The problem - Every line of the data below should be written out word for word.

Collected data

:::::

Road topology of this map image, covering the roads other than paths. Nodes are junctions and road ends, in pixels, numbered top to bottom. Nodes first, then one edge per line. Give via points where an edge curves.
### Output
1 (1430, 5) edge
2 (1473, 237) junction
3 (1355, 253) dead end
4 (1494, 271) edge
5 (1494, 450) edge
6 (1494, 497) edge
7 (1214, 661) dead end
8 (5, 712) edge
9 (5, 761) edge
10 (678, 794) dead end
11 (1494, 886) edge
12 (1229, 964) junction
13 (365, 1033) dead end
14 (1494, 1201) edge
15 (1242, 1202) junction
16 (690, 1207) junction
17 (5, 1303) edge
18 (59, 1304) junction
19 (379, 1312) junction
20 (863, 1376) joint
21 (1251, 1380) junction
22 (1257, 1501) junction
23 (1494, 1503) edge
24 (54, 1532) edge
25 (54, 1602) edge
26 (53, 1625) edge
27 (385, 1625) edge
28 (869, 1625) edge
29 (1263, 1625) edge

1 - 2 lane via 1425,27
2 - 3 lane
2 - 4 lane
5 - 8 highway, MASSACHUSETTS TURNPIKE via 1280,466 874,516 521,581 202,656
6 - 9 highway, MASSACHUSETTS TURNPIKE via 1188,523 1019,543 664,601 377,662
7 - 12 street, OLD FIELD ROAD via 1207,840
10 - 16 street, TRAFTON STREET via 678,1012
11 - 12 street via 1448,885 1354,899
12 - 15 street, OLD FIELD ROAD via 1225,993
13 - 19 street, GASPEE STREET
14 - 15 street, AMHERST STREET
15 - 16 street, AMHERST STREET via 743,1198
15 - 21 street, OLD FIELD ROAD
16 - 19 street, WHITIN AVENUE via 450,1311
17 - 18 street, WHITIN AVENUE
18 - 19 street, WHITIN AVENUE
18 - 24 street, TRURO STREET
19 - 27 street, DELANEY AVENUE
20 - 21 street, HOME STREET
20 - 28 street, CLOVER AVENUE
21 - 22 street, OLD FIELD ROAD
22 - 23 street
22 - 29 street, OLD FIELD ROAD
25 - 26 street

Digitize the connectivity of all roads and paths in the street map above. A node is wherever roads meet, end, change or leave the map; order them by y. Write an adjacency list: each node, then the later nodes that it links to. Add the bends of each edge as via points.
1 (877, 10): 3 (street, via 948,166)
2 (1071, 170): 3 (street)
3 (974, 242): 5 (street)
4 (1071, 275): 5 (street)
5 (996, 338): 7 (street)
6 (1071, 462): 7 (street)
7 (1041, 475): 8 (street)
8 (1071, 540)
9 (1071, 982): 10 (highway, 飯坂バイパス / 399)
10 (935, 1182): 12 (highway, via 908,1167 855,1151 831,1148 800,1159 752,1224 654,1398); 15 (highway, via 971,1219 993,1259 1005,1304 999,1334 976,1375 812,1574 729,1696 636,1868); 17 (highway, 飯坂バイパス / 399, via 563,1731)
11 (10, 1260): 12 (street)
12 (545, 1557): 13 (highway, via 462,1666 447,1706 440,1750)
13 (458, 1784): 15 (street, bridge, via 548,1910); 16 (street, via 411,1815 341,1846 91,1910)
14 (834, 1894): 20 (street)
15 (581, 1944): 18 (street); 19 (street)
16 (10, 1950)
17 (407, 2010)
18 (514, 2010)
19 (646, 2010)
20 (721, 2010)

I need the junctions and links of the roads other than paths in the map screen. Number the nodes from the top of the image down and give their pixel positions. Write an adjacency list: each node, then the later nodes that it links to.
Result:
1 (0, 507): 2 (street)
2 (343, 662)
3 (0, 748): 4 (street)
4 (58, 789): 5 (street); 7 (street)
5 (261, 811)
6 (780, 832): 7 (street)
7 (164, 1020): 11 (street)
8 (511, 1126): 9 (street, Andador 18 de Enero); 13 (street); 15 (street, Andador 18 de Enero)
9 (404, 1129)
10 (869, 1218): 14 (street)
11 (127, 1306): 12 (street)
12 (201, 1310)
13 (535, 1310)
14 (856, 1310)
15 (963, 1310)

:::::

Output for this task -
Road topology of this map image, covering the roads other than paths. Nodes are junctions and road ends, in pixels, numbered top to bottom. Nodes first, then one edge per line. Give via points where an edge curves.
### Output
1 (1430, 5) edge
2 (1473, 237) junction
3 (1355, 253) dead end
4 (1494, 271) edge
5 (1494, 450) edge
6 (1494, 497) edge
7 (1214, 661) dead end
8 (5, 712) edge
9 (5, 761) edge
10 (678, 794) dead end
11 (1494, 886) edge
12 (1229, 964) junction
13 (365, 1033) dead end
14 (1494, 1201) edge
15 (1242, 1202) junction
16 (690, 1207) junction
17 (5, 1303) edge
18 (59, 1304) junction
19 (379, 1312) junction
20 (863, 1376) joint
21 (1251, 1380) junction
22 (1257, 1501) junction
23 (1494, 1503) edge
24 (54, 1532) edge
25 (54, 1602) edge
26 (53, 1625) edge
27 (385, 1625) edge
28 (869, 1625) edge
29 (1263, 1625) edge

1 - 2 lane via 1425,27
2 - 3 lane
2 - 4 lane
5 - 8 highway, MASSACHUSETTS TURNPIKE via 1280,466 874,516 521,581 202,656
6 - 9 highway, MASSACHUSETTS TURNPIKE via 1188,523 1019,543 664,601 377,662
7 - 12 street, OLD FIELD ROAD via 1207,840
10 - 16 street, TRAFTON STREET via 678,1012
11 - 12 street via 1448,885 1354,899
12 - 15 street, OLD FIELD ROAD via 1225,993
13 - 19 street, GASPEE STREET
14 - 15 street, AMHERST STREET
15 - 16 street, AMHERST STREET via 743,1198
15 - 21 street, OLD FIELD ROAD
16 - 19 street, WHITIN AVENUE via 450,1311
17 - 18 street, WHITIN AVENUE
18 - 19 street, WHITIN AVENUE
18 - 24 street, TRURO STREET
19 - 27 street, DELANEY AVENUE
20 - 21 street, HOME STREET
20 - 28 street, CLOVER AVENUE
21 - 22 street, OLD FIELD ROAD
22 - 23 street
22 - 29 street, OLD FIELD ROAD
25 - 26 street

Digitize the connectivity of all roads and paths in the street map above. A node is wherever roads meet, end, change or leave the map; order them by y. Write an adjacency list: each node, then the later nodes that it links to. Add the bends of each edge as via points.
1 (877, 10): 3 (street, via 948,166)
2 (1071, 170): 3 (street)
3 (974, 242): 5 (street)
4 (1071, 275): 5 (street)
5 (996, 338): 7 (street)
6 (1071, 462): 7 (street)
7 (1041, 475): 8 (street)
8 (1071, 540)
9 (1071, 982): 10 (highway, 飯坂バイパス / 399)
10 (935, 1182): 12 (highway, via 908,1167 855,1151 831,1148 800,1159 752,1224 654,1398); 15 (highway, via 971,1219 993,1259 1005,1304 999,1334 976,1375 812,1574 729,1696 636,1868); 17 (highway, 飯坂バイパス / 399, via 563,1731)
11 (10, 1260): 12 (street)
12 (545, 1557): 13 (highway, via 462,1666 447,1706 440,1750)
13 (458, 1784): 15 (street, bridge, via 548,1910); 16 (street, via 411,1815 341,1846 91,1910)
14 (834, 1894): 20 (street)
15 (581, 1944): 18 (street); 19 (street)
16 (10, 1950)
17 (407, 2010)
18 (514, 2010)
19 (646, 2010)
20 (721, 2010)

I need the junctions and links of the roads other than paths in the map screen. Number the nodes from the top of the image down and give their pixel positions. Write an adjacency list: each node, then the later nodes that it links to.
Result:
1 (0, 507): 2 (street)
2 (343, 662)
3 (0, 748): 4 (street)
4 (58, 789): 5 (street); 7 (street)
5 (261, 811)
6 (780, 832): 7 (street)
7 (164, 1020): 11 (street)
8 (511, 1126): 9 (street, Andador 18 de Enero); 13 (street); 15 (street, Andador 18 de Enero)
9 (404, 1129)
10 (869, 1218): 14 (street)
11 (127, 1306): 12 (street)
12 (201, 1310)
13 (535, 1310)
14 (856, 1310)
15 (963, 1310)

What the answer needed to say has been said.